Each line of the records that follow must come back exactly, with pictures skipped.

Material provided ->
----------------------------------------
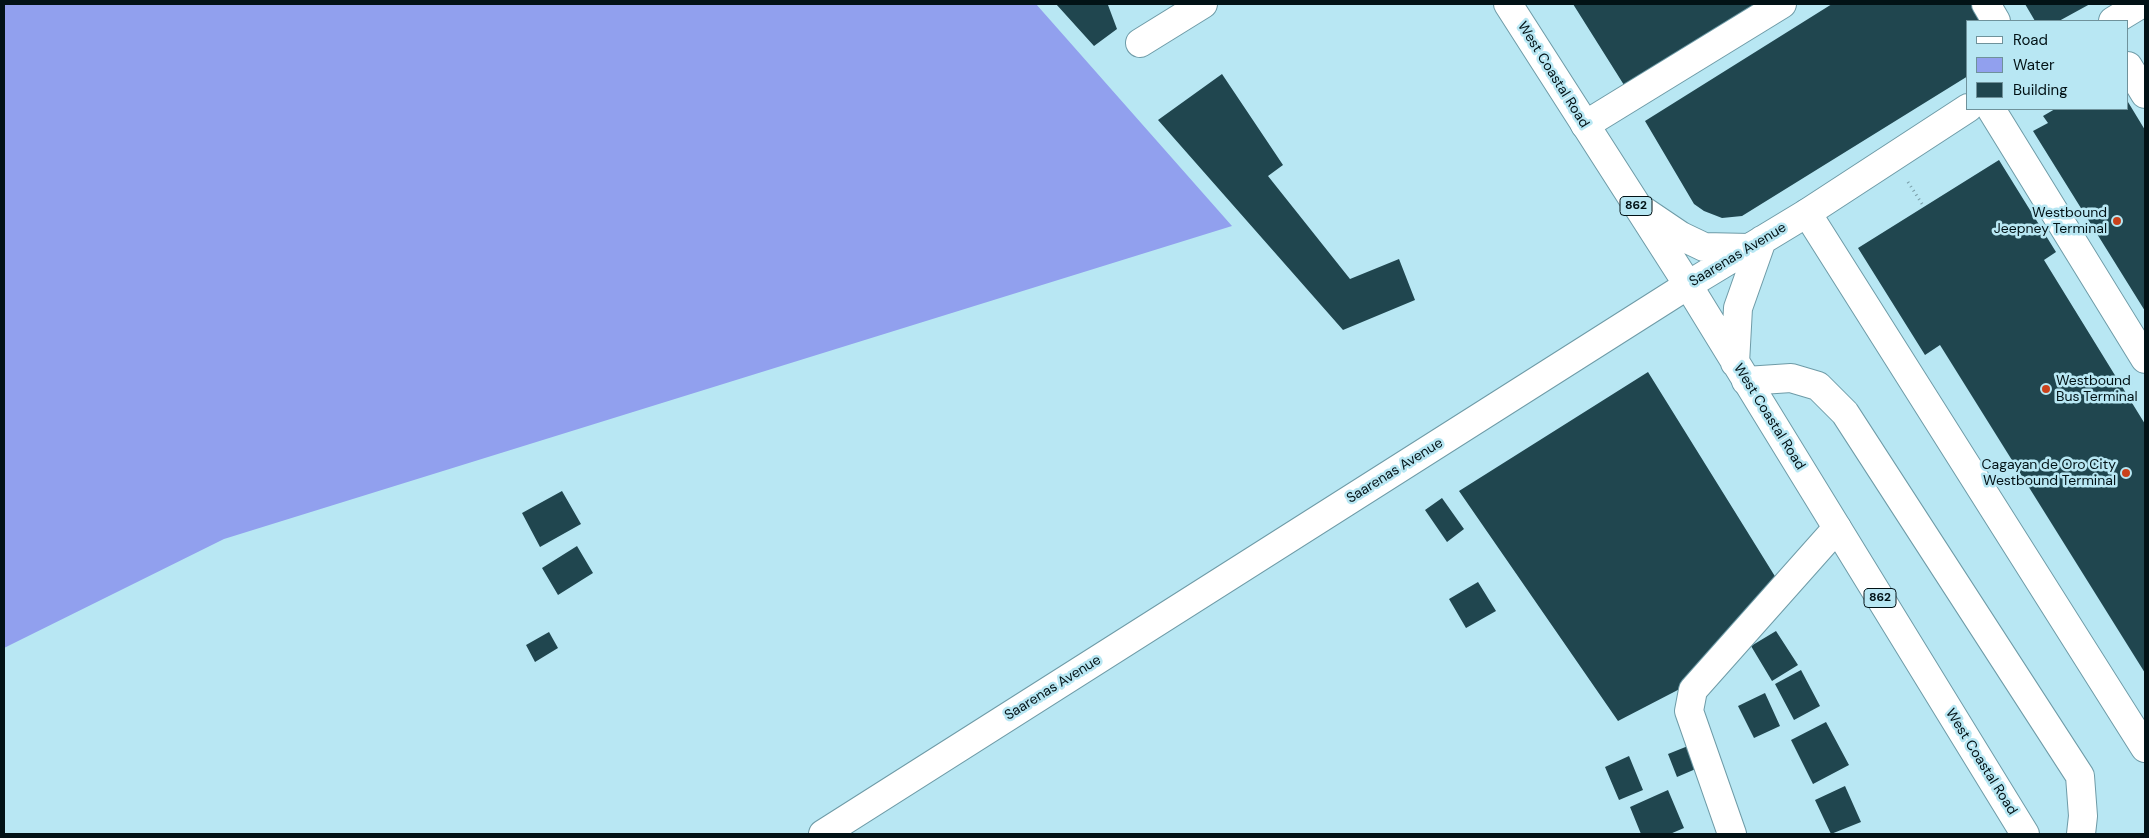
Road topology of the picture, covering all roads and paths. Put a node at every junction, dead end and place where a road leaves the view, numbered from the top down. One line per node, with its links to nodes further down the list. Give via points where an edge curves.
1 (1203, 4): 8 (main road)
2 (1508, 4): 13 (main road, West Coastal Road / 862)
3 (1782, 4): 13 (main road)
4 (1986, 4): 6 (main road)
5 (2142, 4): 7 (main road)
6 (1995, 20)
7 (2115, 20)
8 (1140, 43)
9 (2129, 68): 10 (main road)
10 (2145, 94)
11 (1966, 109): 15 (main road, Saarenas Avenue)
12 (1992, 110): 18 (main road)
13 (1585, 125): 14 (main road, West Coastal Road / 862)
14 (1636, 205): 16 (main road, via 1681,236 1704,247); 17 (main road, West Coastal Road / 862)
15 (1807, 213): 16 (main road, Saarenas Avenue); 21 (main road)
16 (1756, 244): 17 (main road, Saarenas Avenue); 19 (main road, via 1738,308)
17 (1688, 285): 19 (main road, West Coastal Road / 862); 22 (main road, Saarenas Avenue)
18 (2145, 359)
19 (1741, 372): 20 (main road, West Coastal Road / 862); 25 (main road, via 1791,378 1818,386 1845,414 2080,776)
20 (1837, 528): 23 (main road, via 1693,690 1689,711); 24 (main road, West Coastal Road / 862)
21 (2145, 748)
22 (823, 834)
23 (1732, 834)
24 (2025, 834)
25 (2081, 834)

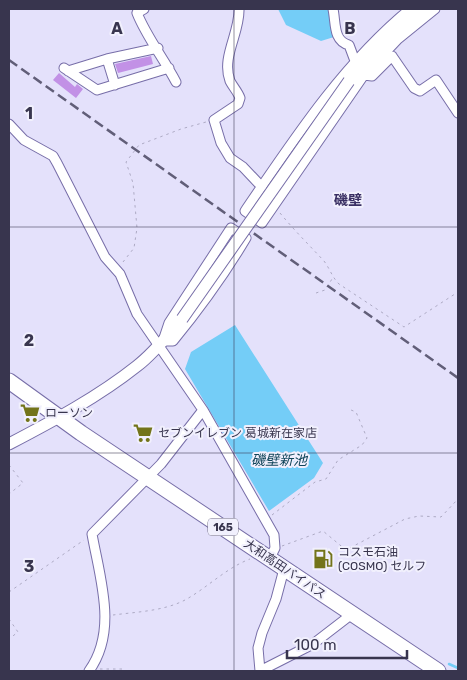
----------------------------------------
Task result ->
Road topology of the picture, covering all roads and paths. Put a node at every junction, dead end and place where a road leaves the view, numbered from the top down. One line per node, with its links to nodes further down the list. Give via points where an edge curves.
1 (1203, 4): 8 (main road)
2 (1508, 4): 13 (main road, West Coastal Road / 862)
3 (1782, 4): 13 (main road)
4 (1986, 4): 6 (main road)
5 (2142, 4): 7 (main road)
6 (1995, 20)
7 (2115, 20)
8 (1140, 43)
9 (2129, 68): 10 (main road)
10 (2145, 94)
11 (1966, 109): 15 (main road, Saarenas Avenue)
12 (1992, 110): 18 (main road)
13 (1585, 125): 14 (main road, West Coastal Road / 862)
14 (1636, 205): 16 (main road, via 1681,236 1704,247); 17 (main road, West Coastal Road / 862)
15 (1807, 213): 16 (main road, Saarenas Avenue); 21 (main road)
16 (1756, 244): 17 (main road, Saarenas Avenue); 19 (main road, via 1738,308)
17 (1688, 285): 19 (main road, West Coastal Road / 862); 22 (main road, Saarenas Avenue)
18 (2145, 359)
19 (1741, 372): 20 (main road, West Coastal Road / 862); 25 (main road, via 1791,378 1818,386 1845,414 2080,776)
20 (1837, 528): 23 (main road, via 1693,690 1689,711); 24 (main road, West Coastal Road / 862)
21 (2145, 748)
22 (823, 834)
23 (1732, 834)
24 (2025, 834)
25 (2081, 834)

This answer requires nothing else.